Laura Ryan

Laura Ryan, from a school board meeting on Aug. 28, 2017, when she had served on the school board until March 2018. The current school board selected Ryan on July 2 to fill the vacant board seat until it expires in March 2020.

SPRINGFIELD, Vt. — Superintendent Zach McLaughlin announced yesterday that the Springfield School Board selected Laura Ryan, a former board member who last served in 2018, to fill the board seat left vacant last month by the resignation of former chair Ed Caron.

The board made the decision by a unanimous vote at a special meeting on Tuesday, July 2, McLaughlin stated in a press release.

Ryan will serve out the term, which is set to end in March 2020.

“Laura brings a wealth of experience,” said board member Jeanice Garfield. “It puts us in a position to have an experienced former board member to cover this period.”

After Caron announced his resignation on June 7, the board initially decided upon a two-tiered process to find a replacement. They reviewed letters of interest that interested residents submitted and intended to select one or more candidates to invite for an interview. But after reviewing the candidate letters, the board decided to forgo interviews and vote to appoint Ryan.

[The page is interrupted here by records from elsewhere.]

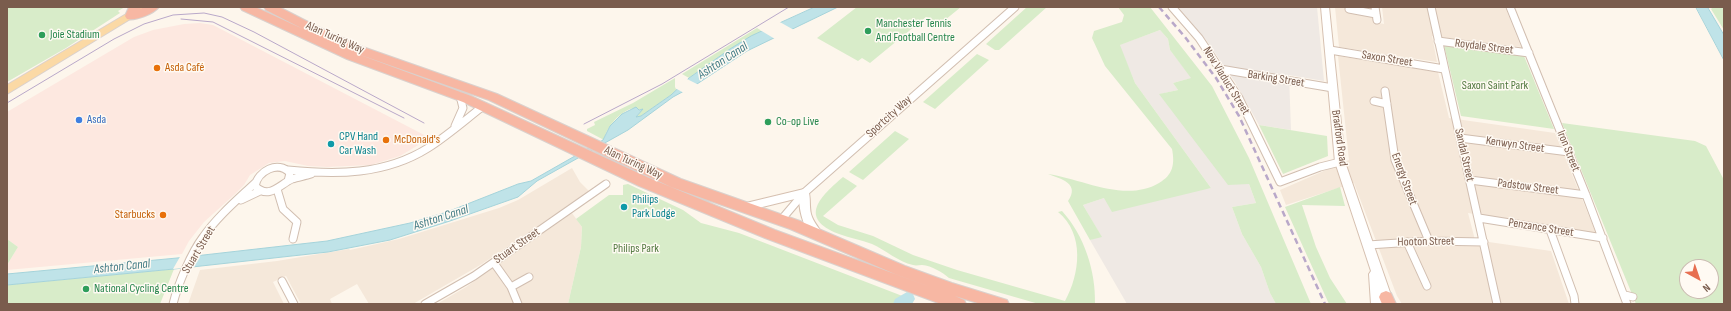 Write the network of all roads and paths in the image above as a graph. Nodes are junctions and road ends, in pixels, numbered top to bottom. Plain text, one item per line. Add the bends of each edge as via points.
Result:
1 (145, 7) edge
2 (153, 7) edge
3 (246, 7) edge
4 (270, 7) edge
5 (1015, 7) edge
6 (1172, 7) edge
7 (1325, 7) edge
8 (1431, 7) edge
9 (1510, 7) edge
10 (1349, 9) dead end
11 (133, 11) edge
12 (1376, 14) edge
13 (1438, 41) junction
14 (1330, 50) junction
15 (1529, 53) junction
16 (1220, 69) junction
17 (1444, 69) junction
18 (1333, 88) junction
19 (7, 90) edge
20 (1386, 90) dead end
21 (460, 96) junction
22 (494, 97) junction
23 (1374, 102) dead end
24 (1387, 104) junction
25 (482, 107) junction
26 (453, 130) junction
27 (1460, 138) junction
28 (1569, 152) junction
29 (1340, 162) junction
30 (288, 170) junction
31 (315, 173) junction
32 (1470, 180) junction
33 (288, 181) junction
34 (255, 183) junction
35 (606, 184) dead end
36 (277, 189) junction
37 (260, 191) junction
38 (804, 193) junction
39 (1586, 195) junction
40 (236, 202) junction
41 (746, 207) junction
42 (1479, 218) junction
43 (781, 220) junction
44 (1550, 230) junction
45 (770, 234) junction
46 (817, 234) junction
47 (1603, 238) junction
48 (293, 239) dead end
49 (1429, 241) junction
50 (1407, 242) junction
51 (1484, 242) junction
52 (1368, 245) junction
53 (494, 263) junction
54 (529, 276) dead end
55 (282, 281) dead end
56 (1427, 286) dead end
57 (511, 287) junction
58 (1385, 302) edge
59 (173, 304) edge
60 (294, 304) edge
61 (425, 304) edge
62 (518, 304) edge
63 (959, 304) edge
64 (1002, 304) edge
65 (1497, 304) edge
66 (1575, 304) edge
67 (1627, 304) edge

1 - 11 main road
2 - 11 highway via 139,14
3 - 21 highway, Alan Turing Way via 350,56
4 - 22 highway, Alan Turing Way via 359,50
5 - 38 street, Sportcity Way
6 - 16 street, New Viaduct Street via 1199,38
7 - 14 street, Bradford Road
8 - 13 street, Sandal Street
9 - 15 street, Iron Street
10 - 12 street
11 - 19 main road
13 - 15 street, Roydale Street
13 - 17 street, Sandal Street
14 - 17 street, Saxon Street
14 - 18 street, Bradford Road
15 - 28 street, Iron Street
16 - 18 street, Barking Street
16 - 29 street, New Viaduct Street via 1239,98 1280,182
17 - 27 street, Sandal Street
18 - 29 street, Bradford Road
20 - 24 street, Energy Street
21 - 25 highway, Alan Turing Way
21 - 26 street via 464,103 463,110
22 - 25 highway
22 - 41 highway, Alan Turing Way via 676,183
23 - 24 street
24 - 49 street, Energy Street via 1395,160
25 - 26 street
25 - 45 highway, Alan Turing Way via 644,182
26 - 31 street via 426,149 381,169 354,173
27 - 28 street, Kenwyn Street
27 - 32 street, Sandal Street
28 - 39 street, Iron Street
29 - 52 street, Bradford Road
30 - 31 street
30 - 33 street
30 - 34 street via 279,167 270,169 259,176
31 - 33 street
32 - 39 street, Padstow Street
32 - 42 street, Sandal Street
33 - 36 street
34 - 37 street
34 - 40 street, Stuart Street
35 - 53 street, Stuart Street
36 - 37 street via 270,192
36 - 48 street via 280,204 297,222
37 - 40 street, Stuart Street
38 - 41 street
38 - 43 street, Sportcity Way
38 - 46 street via 806,220
39 - 47 street, Iron Street
40 - 59 street, Stuart Street via 210,227 186,268
41 - 43 highway, Alan Turing Way
42 - 44 street, Penzance Street
42 - 51 street, Sandal Street
43 - 45 highway, Sportcity Way
43 - 46 highway, Alan Turing Way
44 - 47 street, Penzance Street
44 - 66 street
45 - 63 highway, Alan Turing Way
46 - 64 highway, Alan Turing Way via 900,270
47 - 67 street, Iron Street via 1629,296
49 - 50 street, Hooton Street
49 - 51 street, Hooton Street
50 - 52 street, Hooton Street
50 - 56 street
51 - 65 street, Sandal Street
52 - 58 street, Bradford Road
53 - 57 street
53 - 61 street, Stuart Street
54 - 57 street
55 - 60 street
57 - 62 street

“We were faced with many qualified applicants,” Chair Mike Griffin said. “We decided it would be in the best interest of the district if we went with Laura for the short term.”

Vice-chair Troy Palmer agreed, saying that Ryan’s past experience on the board showed her favorability among Springfield voters.

“This is someone who has been repeatedly elected to this role by the community,” Palmer said.

Ryan’s experience and familiarity with the role and responsibilities factored heavily into the board’s decision to forgo the interview process, according to Griffin. Ryan has nine years of service on the Springfield school board, including six years of recent service from 2012 to 2018. She also currently serves as the deputy director of the Springfield Housing Authority.

Griffin recommended that individuals still interested in board service use this time to attend school board meetings and budget discussions, to give them vital background knowledge about the position when the public chooses a permanent candidate for the seat in March 2020.

Understanding the time commitment and responsibility is important for school board candidates to consider, according to Caron, who resigned from the seat due to personal, family, and health concerns.

Caron said in an interview last month that he estimated spending about 15 hours per week on the volunteer work for the board. In addition to board meetings, members also serve on volunteer committees. The budget season also requires additional meetings with staff and administrators in order to reach a budget agreement that satisfies the overall community.

“It requires a lot of commitment,” Caron said.

Ryan’s seat will be the only one open next year. Two seats will be open in March 2021 when the terms of Palmer and board clerk Steve Karaffa expire.

Ryan thanked the board afterward when notified of the appointment.

“I look forward to helping the district move forward in a manner that is both fiscally sound and supports success for all students,” Ryan said. “I plan to work cooperatively with the board and administration to ensure that Springfield Schools continue to improve and contribute to the revitalization of our community.”